WHAT THIS TASK INVOLVES: Produce one exact copy of the records, no pictures.
-*-*-
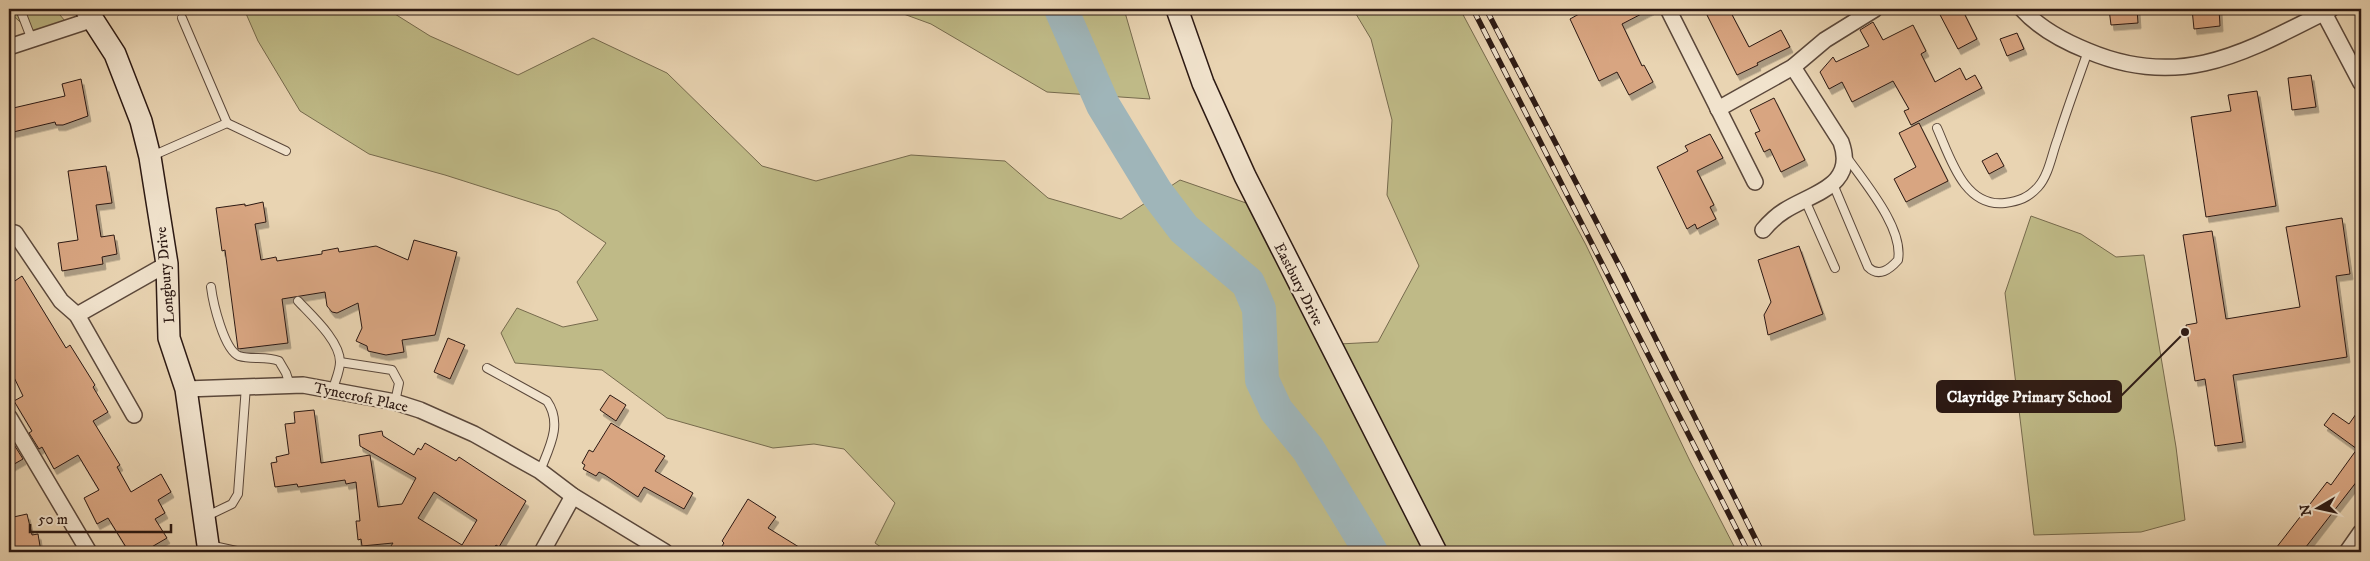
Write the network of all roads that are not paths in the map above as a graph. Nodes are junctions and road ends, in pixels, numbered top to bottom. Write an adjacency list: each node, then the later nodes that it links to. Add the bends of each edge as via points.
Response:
1 (20, 9): 9 (lane)
2 (1177, 9): 48 (street, Eastbury Drive, via 1203,83 1244,176)
3 (1668, 9): 14 (street)
4 (1875, 9): 12 (street, via 1825,40)
5 (2022, 9): 11 (street, via 2059,40)
6 (2327, 11): 11 (street, via 2249,50 2202,65 2152,68 2107,59); 13 (street)
7 (89, 12): 9 (street); 19 (street, Longbury Drive, via 115,54 141,121)
8 (182, 18): 15 (lane)
9 (32, 40): 10 (street)
10 (9, 47)
11 (2088, 51): 16 (lane, via 2050,162 2039,186 2023,201 1997,204 1981,200 1958,176)
12 (1793, 68): 14 (street); 18 (street)
13 (2361, 83)
14 (1718, 109): 20 (street)
15 (227, 123): 17 (lane); 19 (lane)
16 (1937, 128)
17 (286, 151)
18 (1846, 156): 21 (street, via 1842,173); 21 (lane, via 1881,207 1899,242 1898,260 1889,270 1872,272 1868,267)
19 (150, 157): 25 (street, Longbury Drive)
20 (1755, 182)
21 (1833, 184): 22 (street)
22 (1805, 200): 23 (street, via 1783,212); 26 (lane)
23 (1763, 230)
24 (15, 233): 29 (street, via 62,302)
25 (167, 264): 29 (street); 34 (street, Longbury Drive, via 169,338)
26 (1835, 268)
27 (211, 287): 32 (lane, via 214,305 232,351 243,357 279,361)
28 (298, 302): 30 (lane, via 334,344)
29 (77, 315): 37 (street)
30 (340, 362): 35 (lane); 36 (lane, via 392,370 398,383)
31 (487, 368): 39 (lane, via 547,402 553,410 555,431)
32 (290, 385): 33 (street, Tynecroft Place); 35 (street, Tynecroft Place)
33 (246, 386): 34 (street, Tynecroft Place); 41 (lane, via 238,494 232,504)
34 (186, 389): 41 (street, Longbury Drive)
35 (333, 389): 36 (street, Tynecroft Place)
36 (395, 402): 39 (street, Tynecroft Place, via 474,434)
37 (134, 415)
38 (9, 417): 44 (street)
39 (540, 471): 40 (street, Tynecroft Place)
40 (573, 496): 46 (street); 47 (street, Tynecroft Place)
41 (205, 518): 43 (street, Longbury Drive)
42 (2361, 532): 49 (street)
43 (209, 548): 45 (lane)
44 (89, 552)
45 (241, 552)
46 (542, 552)
47 (665, 552)
48 (1436, 552)
49 (2347, 552)

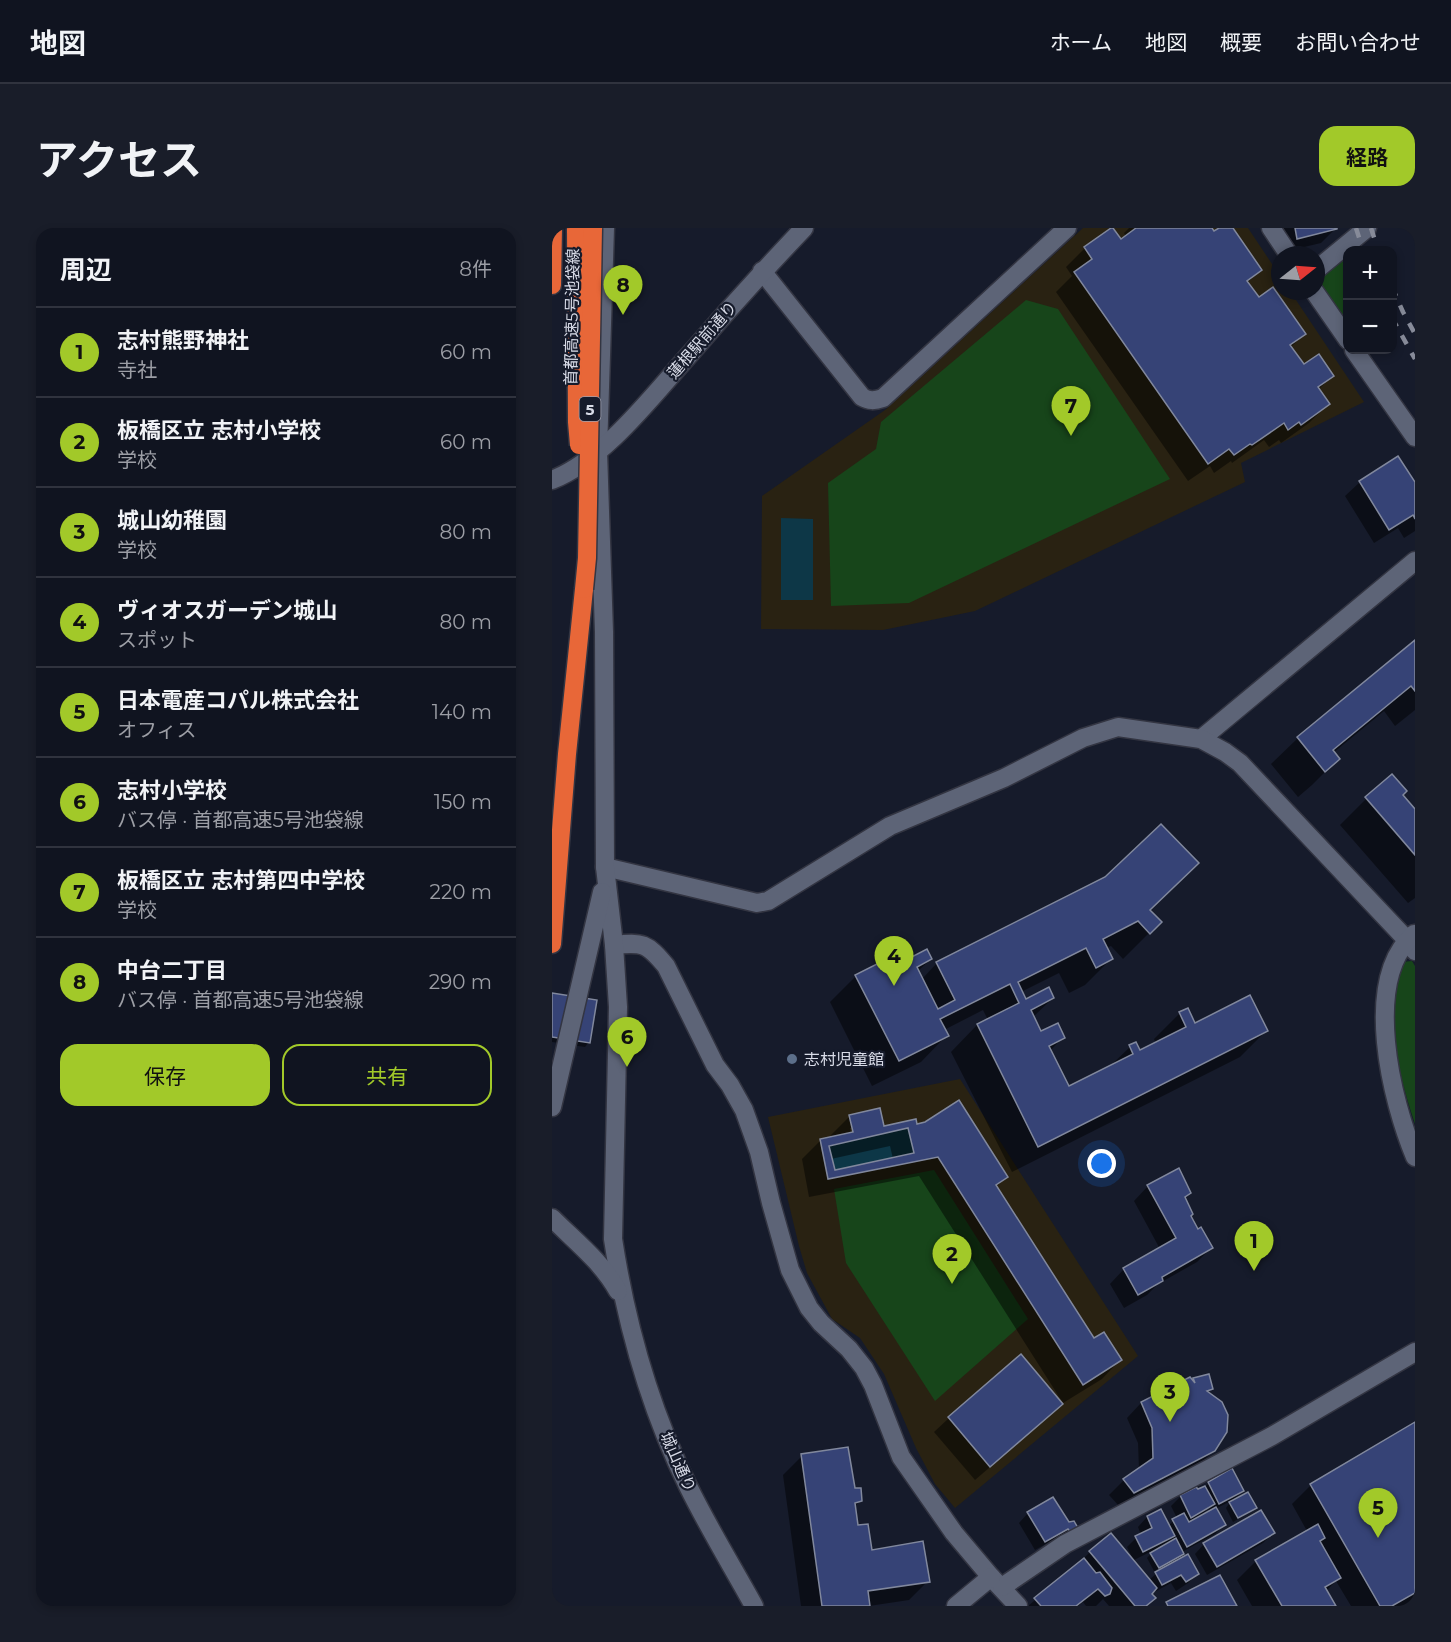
-*-*-
RESULT OF THE EXERCISE:
Write the network of all roads that are not paths in the map above as a graph. Nodes are junctions and road ends, in pixels, numbered top to bottom. Write an adjacency list: each node, then the later nodes that it links to. Add the bends of each edge as via points.
Response:
1 (20, 9): 9 (lane)
2 (1177, 9): 48 (street, Eastbury Drive, via 1203,83 1244,176)
3 (1668, 9): 14 (street)
4 (1875, 9): 12 (street, via 1825,40)
5 (2022, 9): 11 (street, via 2059,40)
6 (2327, 11): 11 (street, via 2249,50 2202,65 2152,68 2107,59); 13 (street)
7 (89, 12): 9 (street); 19 (street, Longbury Drive, via 115,54 141,121)
8 (182, 18): 15 (lane)
9 (32, 40): 10 (street)
10 (9, 47)
11 (2088, 51): 16 (lane, via 2050,162 2039,186 2023,201 1997,204 1981,200 1958,176)
12 (1793, 68): 14 (street); 18 (street)
13 (2361, 83)
14 (1718, 109): 20 (street)
15 (227, 123): 17 (lane); 19 (lane)
16 (1937, 128)
17 (286, 151)
18 (1846, 156): 21 (street, via 1842,173); 21 (lane, via 1881,207 1899,242 1898,260 1889,270 1872,272 1868,267)
19 (150, 157): 25 (street, Longbury Drive)
20 (1755, 182)
21 (1833, 184): 22 (street)
22 (1805, 200): 23 (street, via 1783,212); 26 (lane)
23 (1763, 230)
24 (15, 233): 29 (street, via 62,302)
25 (167, 264): 29 (street); 34 (street, Longbury Drive, via 169,338)
26 (1835, 268)
27 (211, 287): 32 (lane, via 214,305 232,351 243,357 279,361)
28 (298, 302): 30 (lane, via 334,344)
29 (77, 315): 37 (street)
30 (340, 362): 35 (lane); 36 (lane, via 392,370 398,383)
31 (487, 368): 39 (lane, via 547,402 553,410 555,431)
32 (290, 385): 33 (street, Tynecroft Place); 35 (street, Tynecroft Place)
33 (246, 386): 34 (street, Tynecroft Place); 41 (lane, via 238,494 232,504)
34 (186, 389): 41 (street, Longbury Drive)
35 (333, 389): 36 (street, Tynecroft Place)
36 (395, 402): 39 (street, Tynecroft Place, via 474,434)
37 (134, 415)
38 (9, 417): 44 (street)
39 (540, 471): 40 (street, Tynecroft Place)
40 (573, 496): 46 (street); 47 (street, Tynecroft Place)
41 (205, 518): 43 (street, Longbury Drive)
42 (2361, 532): 49 (street)
43 (209, 548): 45 (lane)
44 (89, 552)
45 (241, 552)
46 (542, 552)
47 (665, 552)
48 (1436, 552)
49 (2347, 552)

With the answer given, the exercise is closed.